WORK INSTRUCTION:
Show only those lines of the entries where the string "lane" is found.

####

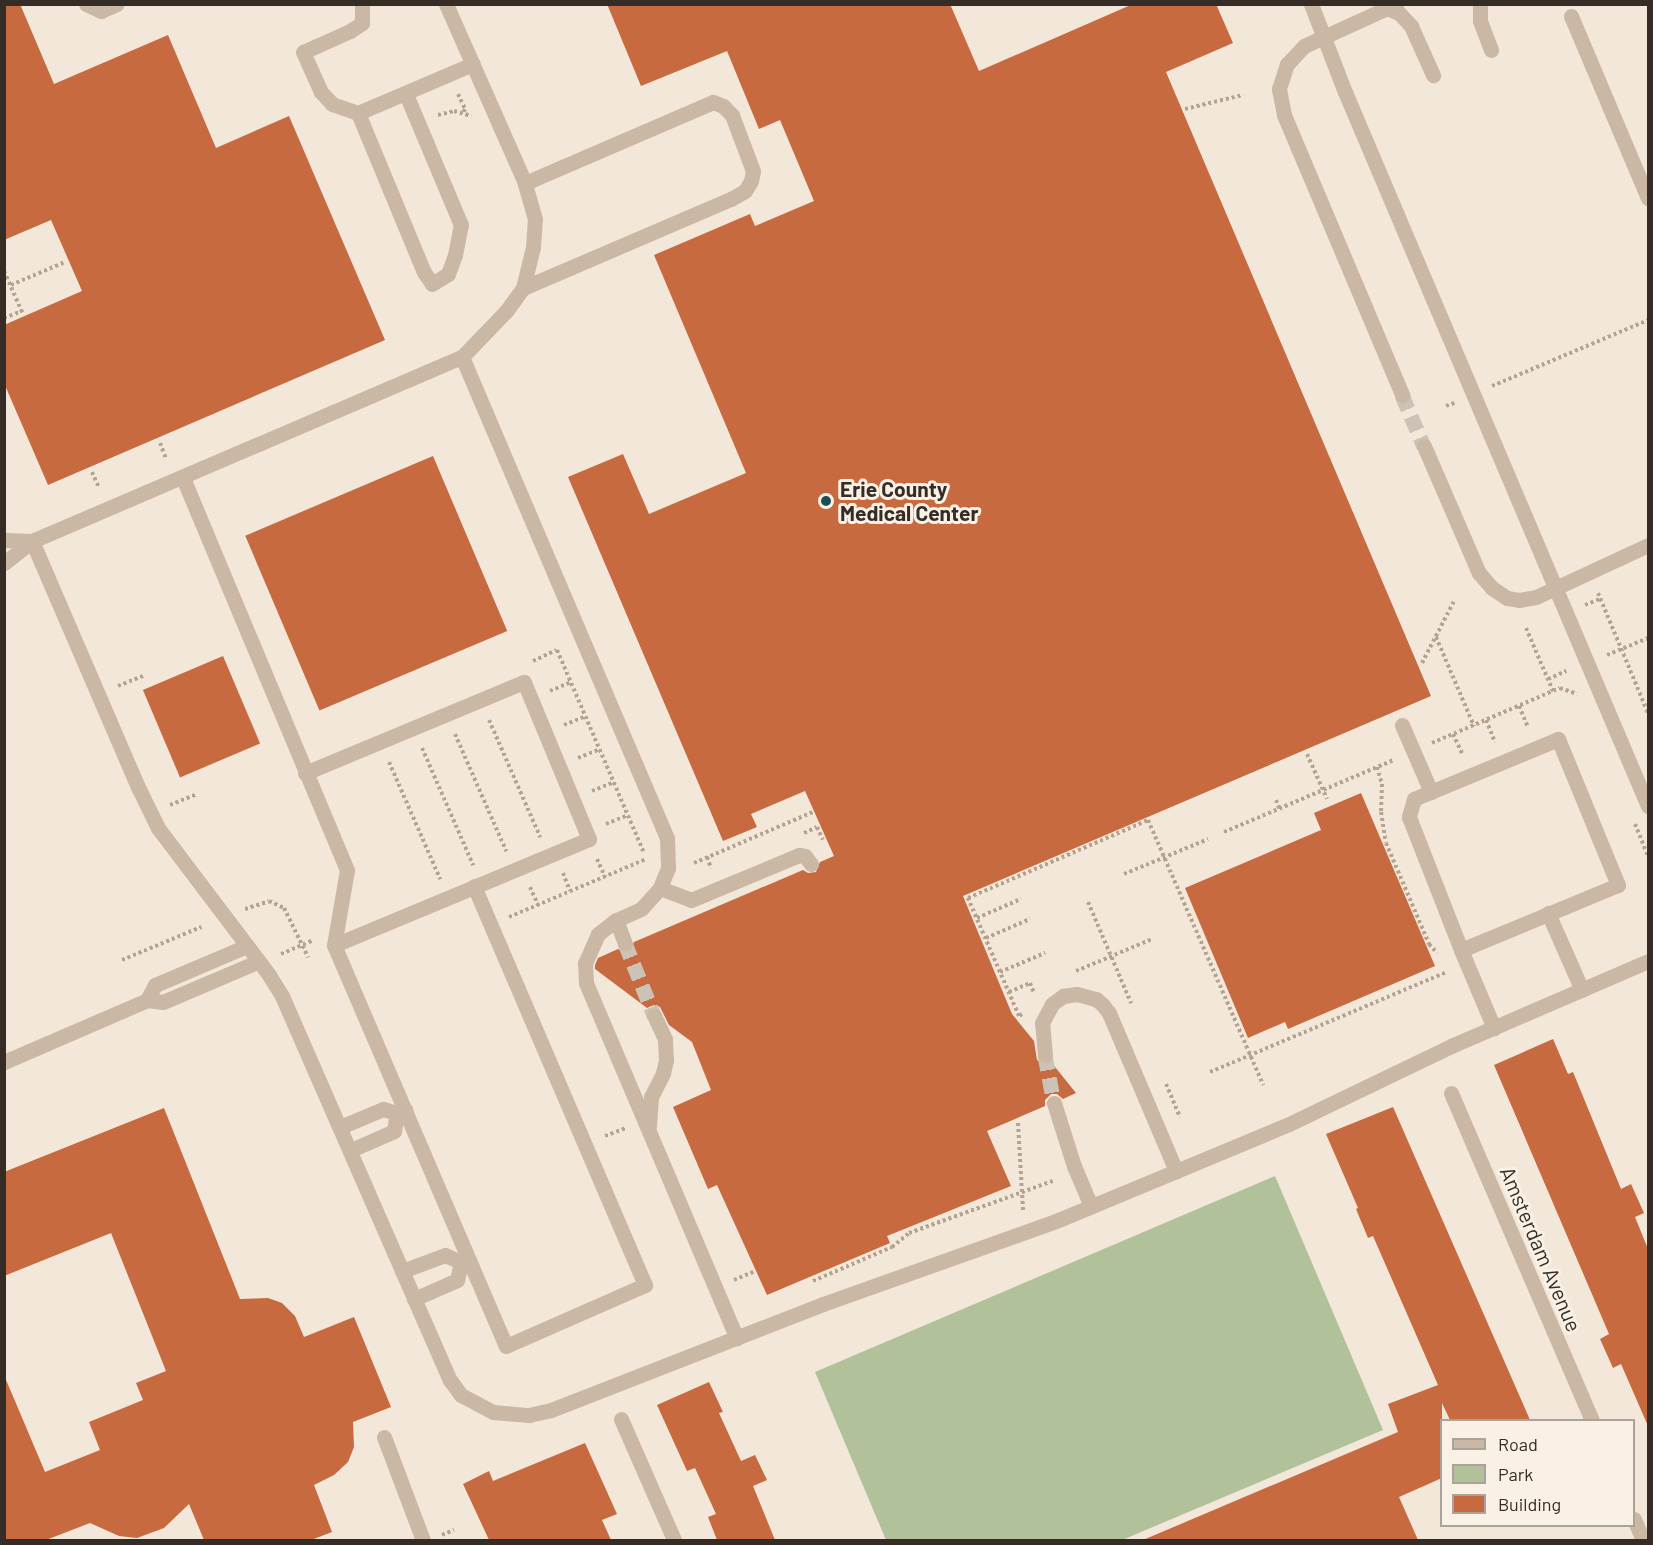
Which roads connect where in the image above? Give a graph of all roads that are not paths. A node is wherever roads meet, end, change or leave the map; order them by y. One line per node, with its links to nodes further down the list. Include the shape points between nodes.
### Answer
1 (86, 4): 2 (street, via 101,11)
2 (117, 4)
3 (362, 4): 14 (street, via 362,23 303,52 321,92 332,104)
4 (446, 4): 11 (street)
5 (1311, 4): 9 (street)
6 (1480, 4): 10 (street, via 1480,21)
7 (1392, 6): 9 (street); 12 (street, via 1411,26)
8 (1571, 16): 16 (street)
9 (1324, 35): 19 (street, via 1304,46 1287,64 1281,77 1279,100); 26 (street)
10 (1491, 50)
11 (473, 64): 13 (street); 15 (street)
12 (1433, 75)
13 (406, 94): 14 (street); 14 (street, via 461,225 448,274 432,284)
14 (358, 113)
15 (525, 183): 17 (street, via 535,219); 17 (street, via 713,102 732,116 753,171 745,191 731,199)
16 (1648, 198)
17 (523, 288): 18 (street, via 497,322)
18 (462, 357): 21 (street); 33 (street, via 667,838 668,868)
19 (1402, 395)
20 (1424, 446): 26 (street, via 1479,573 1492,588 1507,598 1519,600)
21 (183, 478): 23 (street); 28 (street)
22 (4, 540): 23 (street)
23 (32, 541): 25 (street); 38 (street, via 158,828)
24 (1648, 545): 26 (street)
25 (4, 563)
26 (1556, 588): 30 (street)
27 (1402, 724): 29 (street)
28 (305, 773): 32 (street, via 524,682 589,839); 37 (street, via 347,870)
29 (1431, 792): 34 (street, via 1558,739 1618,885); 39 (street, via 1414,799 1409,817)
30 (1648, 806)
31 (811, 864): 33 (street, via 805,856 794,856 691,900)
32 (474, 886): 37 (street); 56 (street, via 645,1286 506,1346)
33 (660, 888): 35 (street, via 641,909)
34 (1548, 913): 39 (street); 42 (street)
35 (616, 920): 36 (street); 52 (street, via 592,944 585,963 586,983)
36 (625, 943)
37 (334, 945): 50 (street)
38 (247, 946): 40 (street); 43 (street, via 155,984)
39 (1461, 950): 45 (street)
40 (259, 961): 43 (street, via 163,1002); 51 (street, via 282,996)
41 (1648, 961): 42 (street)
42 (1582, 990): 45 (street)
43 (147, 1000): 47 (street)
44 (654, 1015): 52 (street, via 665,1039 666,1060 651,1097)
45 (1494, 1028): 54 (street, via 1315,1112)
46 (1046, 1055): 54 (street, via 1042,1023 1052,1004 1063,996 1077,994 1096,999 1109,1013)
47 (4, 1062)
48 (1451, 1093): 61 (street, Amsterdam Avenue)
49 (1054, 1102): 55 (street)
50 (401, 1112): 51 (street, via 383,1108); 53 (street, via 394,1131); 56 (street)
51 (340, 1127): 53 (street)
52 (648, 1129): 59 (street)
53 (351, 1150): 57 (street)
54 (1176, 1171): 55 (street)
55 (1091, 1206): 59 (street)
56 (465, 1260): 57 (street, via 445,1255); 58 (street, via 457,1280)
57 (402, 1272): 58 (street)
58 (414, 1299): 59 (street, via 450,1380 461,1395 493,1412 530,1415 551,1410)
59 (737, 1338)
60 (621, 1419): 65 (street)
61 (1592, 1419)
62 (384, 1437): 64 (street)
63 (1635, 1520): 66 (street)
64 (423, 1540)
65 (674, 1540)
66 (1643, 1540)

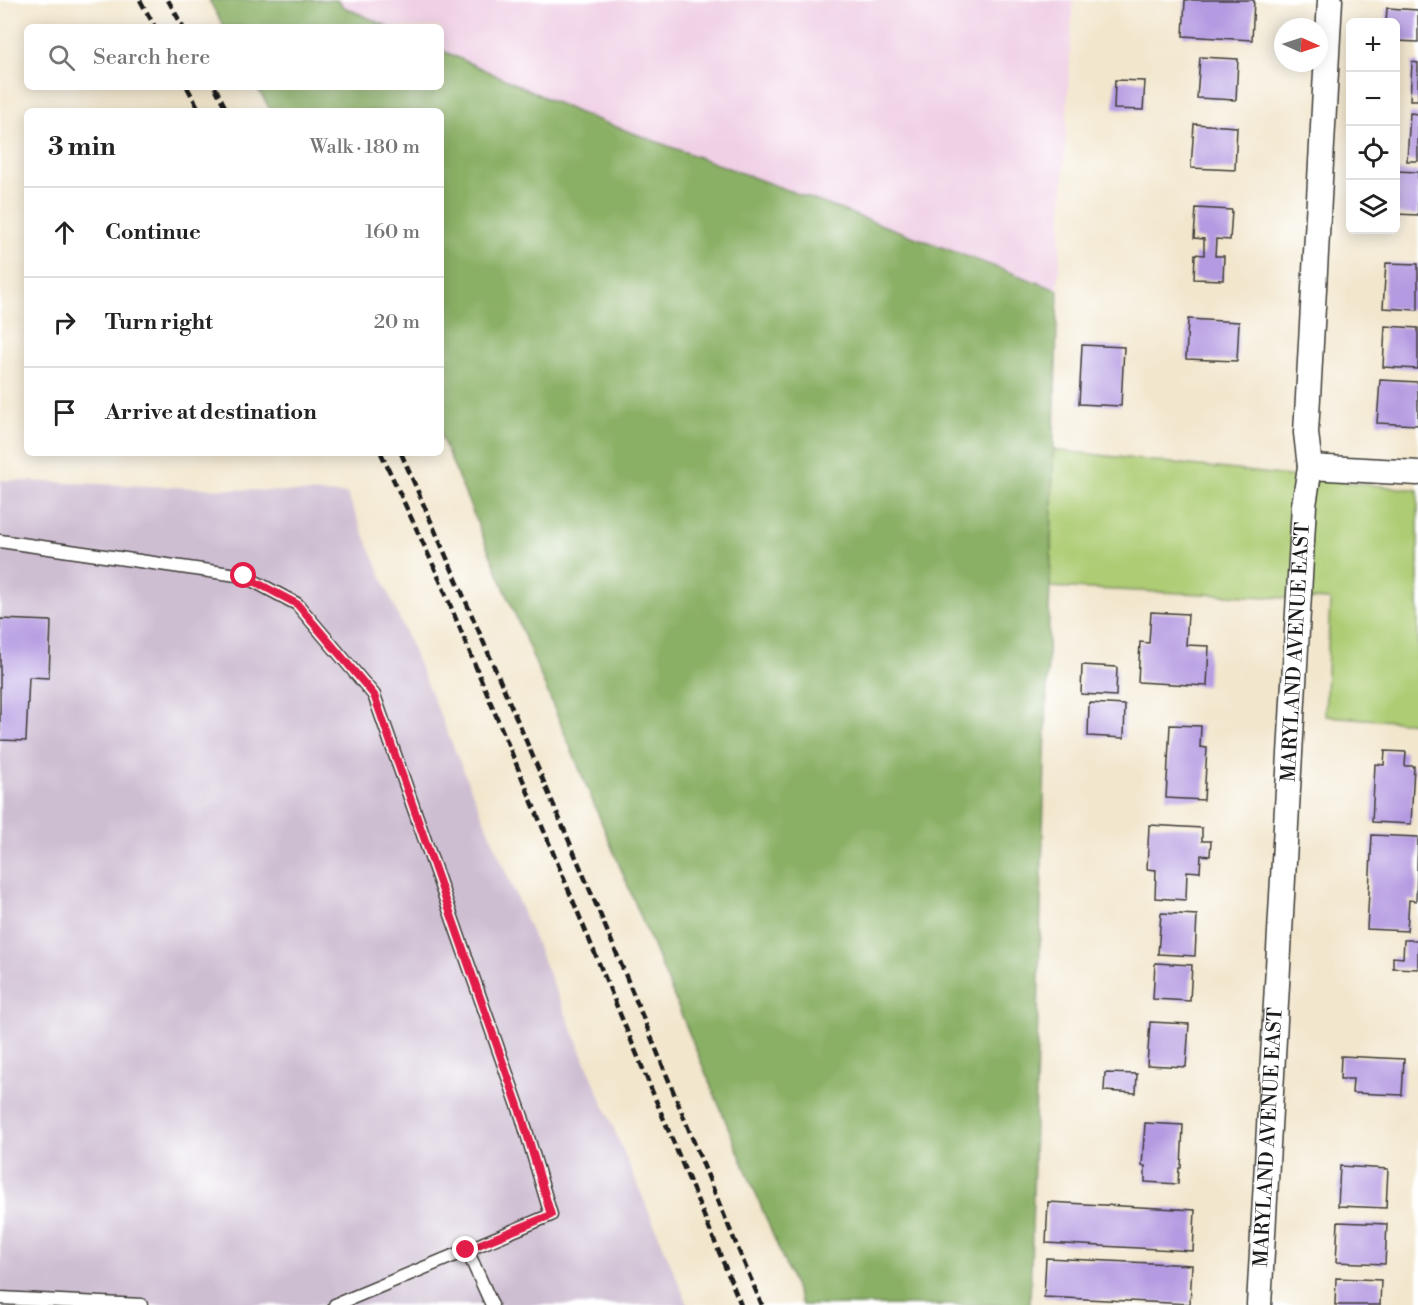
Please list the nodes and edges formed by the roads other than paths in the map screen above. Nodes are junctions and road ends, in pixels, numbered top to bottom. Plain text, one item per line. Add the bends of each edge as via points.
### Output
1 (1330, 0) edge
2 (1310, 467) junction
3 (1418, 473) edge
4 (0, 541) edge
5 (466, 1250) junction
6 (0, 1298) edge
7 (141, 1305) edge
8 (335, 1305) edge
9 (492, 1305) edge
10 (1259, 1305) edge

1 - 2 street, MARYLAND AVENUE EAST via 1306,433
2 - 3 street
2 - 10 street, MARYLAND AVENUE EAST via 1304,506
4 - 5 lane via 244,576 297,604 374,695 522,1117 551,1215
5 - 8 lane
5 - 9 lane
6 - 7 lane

####

SOLUTION TO THIS PROBLEM:
4 - 5 lane via 244,576 297,604 374,695 522,1117 551,1215
5 - 8 lane
5 - 9 lane
6 - 7 lane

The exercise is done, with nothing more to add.